Domingo, 18 Septiembre 2022 07:05

Cómo logró la oposición salvar la unidad - Por Ignacio Zuleta

Escrito por

Elisa Carrió confirmó que manda donde tiene que mandar, que no es sólo en la Coalición Cívica. Mauricio Macri demostró prudencia para no hacer estallar todo. 

El negocio del juego sigue a la política como un perro fiel. Estuvo en el nacimiento de Cambiemos, en el diálogo de 2015 entre Mauricio Macri Elisa Carrió en un chalé del conurbano. 

Esa cita cristalizó las charlas que venía manteniendo el PRO con la cúpula de la UCR. El compromiso entre los dos dirigentes se centró en una agenda de desaliento de la actividad del juego.

La prenda fue la figura del polémico Daniel Angelici, a quien Macri sumió en la clandestinidad y a quien negó, bíblicamente, más de tres veces. Este mismo personaje volvió a ser la prenda para cerrar la minicrisis que estalló en la coalición opositora, a propósito de la elección de los abogados que la representarán en el Consejo de la Magistratura desde noviembre próximo.

La trama se adelantó en la columna “Avant Première” de lunes pasado en este diario, donde se la definió como: 1) el primer test del ciclo electoral 2023; 2) ha sido una prueba del liderazgo de Gerardo Morales en la UCR, y por extensión de los otros jefes de los partidos de Juntos por el Cambio; y 3) fue protagonizada por radicales orgánicos, inorgánicos y agentes dobles.

Se contó en ese adelanto que Patricia Bullrich lo desacomodó a Angelici con esta ironía: “Tano, ¿vos estás acá como radical o macrista?”. La coalición superó la minicrisis con éxito. Morales impuso la validez del acuerdo con el PRO para presentar una lista única – negociada con Patricia Bullrich, presidenta de ese partido – que incluye candidatos de las dos formaciones.

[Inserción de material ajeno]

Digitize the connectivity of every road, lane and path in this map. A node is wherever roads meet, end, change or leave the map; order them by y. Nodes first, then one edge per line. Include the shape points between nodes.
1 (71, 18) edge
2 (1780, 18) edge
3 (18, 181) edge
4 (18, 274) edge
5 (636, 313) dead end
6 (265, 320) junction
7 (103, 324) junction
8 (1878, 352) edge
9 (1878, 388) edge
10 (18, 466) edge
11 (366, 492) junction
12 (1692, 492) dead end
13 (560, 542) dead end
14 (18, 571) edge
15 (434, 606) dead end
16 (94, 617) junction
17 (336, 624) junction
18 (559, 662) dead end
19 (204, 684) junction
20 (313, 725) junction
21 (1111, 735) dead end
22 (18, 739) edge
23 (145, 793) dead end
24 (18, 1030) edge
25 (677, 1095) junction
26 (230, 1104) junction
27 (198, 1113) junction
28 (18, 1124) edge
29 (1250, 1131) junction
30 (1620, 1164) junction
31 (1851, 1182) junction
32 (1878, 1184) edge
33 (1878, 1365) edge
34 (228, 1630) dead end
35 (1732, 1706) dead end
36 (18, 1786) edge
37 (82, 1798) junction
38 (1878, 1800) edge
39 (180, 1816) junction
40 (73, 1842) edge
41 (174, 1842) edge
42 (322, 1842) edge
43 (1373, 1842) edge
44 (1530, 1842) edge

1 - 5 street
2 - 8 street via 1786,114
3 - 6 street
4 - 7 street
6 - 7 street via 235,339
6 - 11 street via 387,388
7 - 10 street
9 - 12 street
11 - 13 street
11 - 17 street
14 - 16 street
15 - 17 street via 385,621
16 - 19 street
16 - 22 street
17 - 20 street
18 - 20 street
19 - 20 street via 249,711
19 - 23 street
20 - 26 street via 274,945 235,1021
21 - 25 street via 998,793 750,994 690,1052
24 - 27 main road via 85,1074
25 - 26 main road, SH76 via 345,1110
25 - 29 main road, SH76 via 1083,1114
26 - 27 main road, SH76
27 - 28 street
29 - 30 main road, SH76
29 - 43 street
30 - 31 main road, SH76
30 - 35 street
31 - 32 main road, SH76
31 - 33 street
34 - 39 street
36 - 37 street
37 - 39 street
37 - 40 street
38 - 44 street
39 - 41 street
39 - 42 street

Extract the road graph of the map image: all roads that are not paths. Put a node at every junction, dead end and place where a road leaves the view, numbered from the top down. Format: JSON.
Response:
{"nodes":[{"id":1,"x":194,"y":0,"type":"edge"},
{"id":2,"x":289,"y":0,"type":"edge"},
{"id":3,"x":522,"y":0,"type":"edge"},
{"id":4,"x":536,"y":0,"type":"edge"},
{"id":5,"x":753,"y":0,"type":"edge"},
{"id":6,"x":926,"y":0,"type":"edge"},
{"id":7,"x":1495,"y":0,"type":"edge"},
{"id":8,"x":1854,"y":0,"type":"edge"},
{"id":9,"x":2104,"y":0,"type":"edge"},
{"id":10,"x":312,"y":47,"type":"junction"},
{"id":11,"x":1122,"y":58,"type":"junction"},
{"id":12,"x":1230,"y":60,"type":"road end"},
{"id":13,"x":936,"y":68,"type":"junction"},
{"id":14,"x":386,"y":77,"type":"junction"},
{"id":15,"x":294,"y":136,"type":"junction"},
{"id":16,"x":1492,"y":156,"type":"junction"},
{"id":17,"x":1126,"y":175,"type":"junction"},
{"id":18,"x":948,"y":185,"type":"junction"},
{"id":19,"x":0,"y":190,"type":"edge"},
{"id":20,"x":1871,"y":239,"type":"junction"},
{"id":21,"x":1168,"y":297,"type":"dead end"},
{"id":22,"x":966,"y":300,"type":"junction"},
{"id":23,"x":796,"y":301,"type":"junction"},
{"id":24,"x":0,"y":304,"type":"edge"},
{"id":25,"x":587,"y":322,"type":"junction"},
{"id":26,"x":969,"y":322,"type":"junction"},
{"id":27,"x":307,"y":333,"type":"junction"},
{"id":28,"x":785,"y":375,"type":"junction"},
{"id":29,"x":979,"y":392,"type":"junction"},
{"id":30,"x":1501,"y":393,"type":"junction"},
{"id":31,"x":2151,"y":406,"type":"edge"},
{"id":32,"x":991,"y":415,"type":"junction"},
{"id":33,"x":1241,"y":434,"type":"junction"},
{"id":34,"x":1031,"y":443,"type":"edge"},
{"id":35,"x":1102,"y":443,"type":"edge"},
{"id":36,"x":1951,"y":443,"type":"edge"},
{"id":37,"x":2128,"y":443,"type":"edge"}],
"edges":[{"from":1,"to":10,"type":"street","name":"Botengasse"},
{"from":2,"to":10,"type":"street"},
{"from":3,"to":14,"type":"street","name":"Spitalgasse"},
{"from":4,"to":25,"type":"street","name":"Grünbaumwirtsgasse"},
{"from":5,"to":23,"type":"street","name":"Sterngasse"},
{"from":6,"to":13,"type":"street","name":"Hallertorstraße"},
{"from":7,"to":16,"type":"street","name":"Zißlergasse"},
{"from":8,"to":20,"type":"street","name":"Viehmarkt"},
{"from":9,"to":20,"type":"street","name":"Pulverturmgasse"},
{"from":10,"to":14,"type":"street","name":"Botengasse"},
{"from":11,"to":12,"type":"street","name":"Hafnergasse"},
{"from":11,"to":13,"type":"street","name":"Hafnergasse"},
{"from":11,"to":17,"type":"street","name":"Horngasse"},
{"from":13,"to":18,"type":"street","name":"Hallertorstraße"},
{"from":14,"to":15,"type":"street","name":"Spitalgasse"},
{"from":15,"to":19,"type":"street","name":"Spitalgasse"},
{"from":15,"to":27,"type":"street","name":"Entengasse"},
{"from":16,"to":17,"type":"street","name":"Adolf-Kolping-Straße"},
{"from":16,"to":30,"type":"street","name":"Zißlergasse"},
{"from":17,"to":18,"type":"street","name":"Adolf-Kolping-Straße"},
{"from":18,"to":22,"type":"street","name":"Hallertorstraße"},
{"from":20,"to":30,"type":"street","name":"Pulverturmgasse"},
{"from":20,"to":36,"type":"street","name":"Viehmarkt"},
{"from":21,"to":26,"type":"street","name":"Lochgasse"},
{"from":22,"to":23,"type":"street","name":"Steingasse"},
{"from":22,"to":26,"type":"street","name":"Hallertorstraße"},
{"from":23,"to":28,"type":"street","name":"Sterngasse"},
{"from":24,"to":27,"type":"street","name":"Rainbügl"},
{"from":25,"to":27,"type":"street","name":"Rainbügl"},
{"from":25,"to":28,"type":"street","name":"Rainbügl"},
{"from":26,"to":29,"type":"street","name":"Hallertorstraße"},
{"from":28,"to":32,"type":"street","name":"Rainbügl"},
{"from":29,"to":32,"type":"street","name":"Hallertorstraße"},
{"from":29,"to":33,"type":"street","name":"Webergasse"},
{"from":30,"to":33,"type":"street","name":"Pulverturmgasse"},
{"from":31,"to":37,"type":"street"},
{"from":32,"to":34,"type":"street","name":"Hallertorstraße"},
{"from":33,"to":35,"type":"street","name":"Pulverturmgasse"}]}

Elisa Carrió confirmó que manda donde tiene que mandar, que no es sólo en la Coalición Cívica. Mauricio Macri demostró prudencia para no hacer estallar todo. Pero también exhibió sus limitaciones, jugó como uno más entre los jefes del PRO.

Fracasó en imponer el criterio del agente doble Daniel Angelici para poner de candidato a un abogado al que se le atribuyen compromisos profesionales con el juego – actividad del “Tano”.

Se le impuso su contrincante Horacio Rodríguez Larreta, que avaló el acuerdo para la lista compartida que había hecho Bullrich. Desbaratar la movida Macri-Angelici significó un alto el fuego entre Patricia y Horacio.

La UCR juega otro partido que el PRO. Es un partido que preexiste a JxC y sobrevivirá en el futuro. El PRO es una alianza de partidos a los que una derrota puede disolver en el tiempo. Juega el presente y el futuro inmediato.

Desde 2015 han coincidido en su objetivo de sindicar con éxito al voto no peronista. Pero su existencia depende de que siga existiendo el adversario común, el peronismo de la provincia de Buenos Aires que controla el cristinismo. Si este se disuelve, debería replantear sus objetivos y su existencia misma.

Un ensayo de la batalla de 2023

El sentido de este episodio prueba: 1) la unidad de Cambiemos; 2) la firmeza de la jefatura de Morales, que desafió en una reunión terminal del jueves a la mañana la rebeldía de Angelici, que se decía dueño de los votos para imponerlo a Carlos Matterson; 3) la utilidad de esta minicrisis como ensayo de la futura confrontación entre oficialismo y oposición el año que viene.

Tanto es así que el peronismo trató de evitar, hasta el final del cierre de listas en la sede de la FACA (Federación Argentina de Colegios de Abogados) el viernes, inscribir dos listas de candidatos, una encabezada por el legendario abogado de la CGT Héctor Recalde, en nombre del cristinismo extremo, y otra referenciada en Diego Molea, del peronismo que peregrina de carpa en carpa.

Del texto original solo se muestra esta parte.